Prefeitura de Jauru esclarece operação da PF e nega desvios de recursos na Educação

Município afirma que ação se restringiu à coleta de documentos e que divergências apontadas já foram corrigidas

Reprodução

A Prefeitura Municipal de Jauru (MT) divulgou, nesta quinta-feira (10), um esclarecimento sobre informações veiculadas pela imprensa referentes a uma operação da Polícia Federal que investiga supostos desvios de recursos na área da Educação (Fundeb).

Segundo o Executivo Municipal, nenhum servidor foi preso e não houve apreensão de bens, valores ou documentos pertencentes à administração. A ação, conforme a Prefeitura, se limitou à coleta de dados e documentos relacionados à folha de pagamento da Secretaria Municipal de Educação — informações que já haviam sido apresentadas aos órgãos de controle em 2024, de forma legal e transparente.

Em nota técnica enviada ao Ministério Público do Estado de Mato Grosso em 16 de setembro de 2024, a Prefeitura informou que as inconsistências apontadas em 2022 foram corrigidas em 10 de maio de 2023, com o envio de declaração retificadora ao sistema federal SIOPE.

Desde então, os dados da folha da Educação passam a ser verificados bimestralmente pelo Conselho Municipal do FUNDEB, que confere os relatórios analíticos com as informações declaradas ao FNDE/SIOPE. Segundo o Executivo, as divergências observadas pelo Ministério Público decorreram de falhas técnicas do sistema de transparência, que deixavam de exibir corretamente eventos específicos da folha, como “Licença-Prêmio (Pecúnia)”, situação já corrigida e comprovada no Portal da Transparência Municipal.

Após revisão e ajustes, não restaram divergências entre os valores pagos aos servidores e os declarados no sistema federal.

A Prefeitura destacou ainda que a operação teve origem em denúncia apresentada por uma vereadora do município e que todos os documentos solicitados foram entregues aos órgãos fiscalizadores de forma colaborativa e transparente.

“Não há qualquer indício de desvio de recursos ou de má aplicação de verbas públicas.
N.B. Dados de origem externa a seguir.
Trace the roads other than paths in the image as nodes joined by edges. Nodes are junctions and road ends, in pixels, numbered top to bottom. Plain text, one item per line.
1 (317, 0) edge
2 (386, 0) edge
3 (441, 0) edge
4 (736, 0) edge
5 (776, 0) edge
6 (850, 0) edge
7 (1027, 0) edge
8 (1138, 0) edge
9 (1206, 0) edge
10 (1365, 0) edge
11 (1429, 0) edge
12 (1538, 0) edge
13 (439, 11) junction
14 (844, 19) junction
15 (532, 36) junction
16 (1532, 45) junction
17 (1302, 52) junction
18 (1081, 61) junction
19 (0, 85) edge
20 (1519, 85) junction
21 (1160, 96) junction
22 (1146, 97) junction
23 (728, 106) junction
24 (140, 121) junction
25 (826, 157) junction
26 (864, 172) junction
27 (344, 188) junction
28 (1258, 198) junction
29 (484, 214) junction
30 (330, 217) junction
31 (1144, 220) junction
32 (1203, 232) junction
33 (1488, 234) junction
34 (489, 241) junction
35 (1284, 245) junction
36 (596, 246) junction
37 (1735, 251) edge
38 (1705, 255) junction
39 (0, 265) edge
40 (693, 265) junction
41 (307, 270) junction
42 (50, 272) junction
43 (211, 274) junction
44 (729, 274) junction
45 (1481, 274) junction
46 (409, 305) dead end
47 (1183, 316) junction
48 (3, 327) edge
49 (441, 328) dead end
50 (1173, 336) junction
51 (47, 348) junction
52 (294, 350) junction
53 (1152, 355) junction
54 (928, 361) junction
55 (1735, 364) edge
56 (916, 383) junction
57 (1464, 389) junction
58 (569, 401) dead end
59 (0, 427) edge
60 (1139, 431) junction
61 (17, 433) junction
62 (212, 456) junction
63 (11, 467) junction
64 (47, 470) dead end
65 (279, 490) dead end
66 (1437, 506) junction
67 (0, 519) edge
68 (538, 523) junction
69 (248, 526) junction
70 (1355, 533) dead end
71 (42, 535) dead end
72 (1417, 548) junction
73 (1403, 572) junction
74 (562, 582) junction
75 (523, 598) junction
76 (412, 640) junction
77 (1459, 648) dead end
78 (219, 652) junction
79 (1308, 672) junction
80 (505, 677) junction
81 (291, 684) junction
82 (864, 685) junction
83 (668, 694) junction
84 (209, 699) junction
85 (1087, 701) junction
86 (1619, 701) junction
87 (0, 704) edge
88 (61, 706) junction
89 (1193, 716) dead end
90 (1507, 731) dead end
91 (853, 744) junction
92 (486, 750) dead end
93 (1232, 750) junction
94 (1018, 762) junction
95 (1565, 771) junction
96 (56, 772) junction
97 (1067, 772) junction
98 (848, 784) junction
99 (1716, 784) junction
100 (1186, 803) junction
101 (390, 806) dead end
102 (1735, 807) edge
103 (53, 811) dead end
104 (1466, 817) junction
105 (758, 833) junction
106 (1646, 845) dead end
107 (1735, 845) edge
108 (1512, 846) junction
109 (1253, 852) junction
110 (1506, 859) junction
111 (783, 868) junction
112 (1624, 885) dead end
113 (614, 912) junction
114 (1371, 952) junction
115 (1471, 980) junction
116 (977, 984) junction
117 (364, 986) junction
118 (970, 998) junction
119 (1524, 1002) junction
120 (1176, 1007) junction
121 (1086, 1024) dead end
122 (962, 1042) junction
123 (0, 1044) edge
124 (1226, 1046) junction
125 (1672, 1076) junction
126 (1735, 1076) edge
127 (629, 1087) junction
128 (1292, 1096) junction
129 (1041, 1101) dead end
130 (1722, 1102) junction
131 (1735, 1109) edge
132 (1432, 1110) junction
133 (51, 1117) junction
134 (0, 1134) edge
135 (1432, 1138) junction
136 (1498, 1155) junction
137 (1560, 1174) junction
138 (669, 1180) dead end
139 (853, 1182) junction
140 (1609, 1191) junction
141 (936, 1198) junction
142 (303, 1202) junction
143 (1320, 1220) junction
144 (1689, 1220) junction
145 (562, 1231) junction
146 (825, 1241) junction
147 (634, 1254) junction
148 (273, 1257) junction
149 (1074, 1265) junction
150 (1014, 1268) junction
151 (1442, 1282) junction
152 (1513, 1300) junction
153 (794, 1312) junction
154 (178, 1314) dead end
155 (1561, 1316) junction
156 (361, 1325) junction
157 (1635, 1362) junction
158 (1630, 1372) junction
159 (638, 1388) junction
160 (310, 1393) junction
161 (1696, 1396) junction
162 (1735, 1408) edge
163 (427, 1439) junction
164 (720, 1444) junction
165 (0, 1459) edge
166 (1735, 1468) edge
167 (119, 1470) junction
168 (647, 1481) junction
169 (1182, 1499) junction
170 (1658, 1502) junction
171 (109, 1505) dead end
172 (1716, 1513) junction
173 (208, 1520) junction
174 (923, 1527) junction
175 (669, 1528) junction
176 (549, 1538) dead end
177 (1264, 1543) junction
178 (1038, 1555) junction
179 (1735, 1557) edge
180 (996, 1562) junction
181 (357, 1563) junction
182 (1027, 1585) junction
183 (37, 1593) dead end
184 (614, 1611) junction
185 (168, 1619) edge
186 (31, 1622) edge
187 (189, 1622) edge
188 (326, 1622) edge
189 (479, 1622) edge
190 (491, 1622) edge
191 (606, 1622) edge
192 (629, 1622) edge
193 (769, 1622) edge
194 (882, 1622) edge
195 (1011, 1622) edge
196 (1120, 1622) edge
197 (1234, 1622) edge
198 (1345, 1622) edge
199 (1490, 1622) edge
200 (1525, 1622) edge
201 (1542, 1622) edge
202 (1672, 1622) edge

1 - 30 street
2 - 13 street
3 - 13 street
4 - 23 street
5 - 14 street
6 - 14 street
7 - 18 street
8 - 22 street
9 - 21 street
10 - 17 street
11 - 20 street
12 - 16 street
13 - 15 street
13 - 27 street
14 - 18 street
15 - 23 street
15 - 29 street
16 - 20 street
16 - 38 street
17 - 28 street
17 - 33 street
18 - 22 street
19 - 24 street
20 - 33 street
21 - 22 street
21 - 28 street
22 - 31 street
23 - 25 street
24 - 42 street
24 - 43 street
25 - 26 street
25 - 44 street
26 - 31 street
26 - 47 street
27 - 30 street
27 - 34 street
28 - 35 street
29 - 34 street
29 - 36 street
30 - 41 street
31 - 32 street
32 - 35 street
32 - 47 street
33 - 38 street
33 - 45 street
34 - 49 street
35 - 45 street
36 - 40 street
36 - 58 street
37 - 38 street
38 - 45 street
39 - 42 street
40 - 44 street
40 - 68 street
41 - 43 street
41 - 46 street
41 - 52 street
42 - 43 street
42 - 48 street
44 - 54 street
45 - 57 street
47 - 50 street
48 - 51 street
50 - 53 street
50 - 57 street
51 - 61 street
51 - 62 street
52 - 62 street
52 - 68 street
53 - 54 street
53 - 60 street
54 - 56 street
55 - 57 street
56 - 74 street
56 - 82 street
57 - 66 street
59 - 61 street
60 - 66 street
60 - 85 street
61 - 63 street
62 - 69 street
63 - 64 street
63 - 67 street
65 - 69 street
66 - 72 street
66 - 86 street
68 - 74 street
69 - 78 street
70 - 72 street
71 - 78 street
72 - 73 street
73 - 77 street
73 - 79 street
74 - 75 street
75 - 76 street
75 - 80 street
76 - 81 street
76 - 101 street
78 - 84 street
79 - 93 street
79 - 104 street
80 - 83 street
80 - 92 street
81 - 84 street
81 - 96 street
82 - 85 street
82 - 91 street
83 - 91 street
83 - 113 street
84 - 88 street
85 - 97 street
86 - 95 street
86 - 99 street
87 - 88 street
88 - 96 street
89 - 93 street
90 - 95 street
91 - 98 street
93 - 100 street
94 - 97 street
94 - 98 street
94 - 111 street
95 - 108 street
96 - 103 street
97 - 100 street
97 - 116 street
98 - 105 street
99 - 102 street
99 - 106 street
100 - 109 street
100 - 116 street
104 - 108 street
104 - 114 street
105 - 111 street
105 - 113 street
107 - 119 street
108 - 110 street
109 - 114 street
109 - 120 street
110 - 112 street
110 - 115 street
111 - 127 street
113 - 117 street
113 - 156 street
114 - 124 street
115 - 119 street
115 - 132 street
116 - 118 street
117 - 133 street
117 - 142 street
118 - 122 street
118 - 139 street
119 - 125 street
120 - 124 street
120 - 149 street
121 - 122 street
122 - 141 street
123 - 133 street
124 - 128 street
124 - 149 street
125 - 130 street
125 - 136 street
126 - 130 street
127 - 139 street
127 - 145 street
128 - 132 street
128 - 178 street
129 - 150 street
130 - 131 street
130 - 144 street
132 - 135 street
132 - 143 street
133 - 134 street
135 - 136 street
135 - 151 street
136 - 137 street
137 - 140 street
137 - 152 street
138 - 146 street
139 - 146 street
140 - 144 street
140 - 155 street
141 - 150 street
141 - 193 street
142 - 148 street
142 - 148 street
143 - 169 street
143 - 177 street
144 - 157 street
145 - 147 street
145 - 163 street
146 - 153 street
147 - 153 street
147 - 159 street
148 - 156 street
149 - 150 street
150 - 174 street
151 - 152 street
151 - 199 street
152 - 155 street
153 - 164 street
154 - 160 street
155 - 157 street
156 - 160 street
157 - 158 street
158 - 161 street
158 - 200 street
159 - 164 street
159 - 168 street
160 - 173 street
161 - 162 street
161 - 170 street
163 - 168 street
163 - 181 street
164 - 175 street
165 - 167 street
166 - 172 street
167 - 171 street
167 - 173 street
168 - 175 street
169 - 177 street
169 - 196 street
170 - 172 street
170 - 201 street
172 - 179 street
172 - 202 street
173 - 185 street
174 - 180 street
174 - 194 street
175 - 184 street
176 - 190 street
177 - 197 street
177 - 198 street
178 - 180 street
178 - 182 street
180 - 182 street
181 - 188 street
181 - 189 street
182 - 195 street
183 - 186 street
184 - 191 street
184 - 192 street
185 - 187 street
As divergências identificadas foram exclusivamente técnicas e já solucionadas, sem prejuízo aos cofres municipais”, afirmou a administração.

Por fim, o Executivo reafirmou sua confiança nas instituições investigativas e reiterou o compromisso da gestão 2025–2028 com a ética, a legalidade e a transparência na aplicação dos recursos públicos.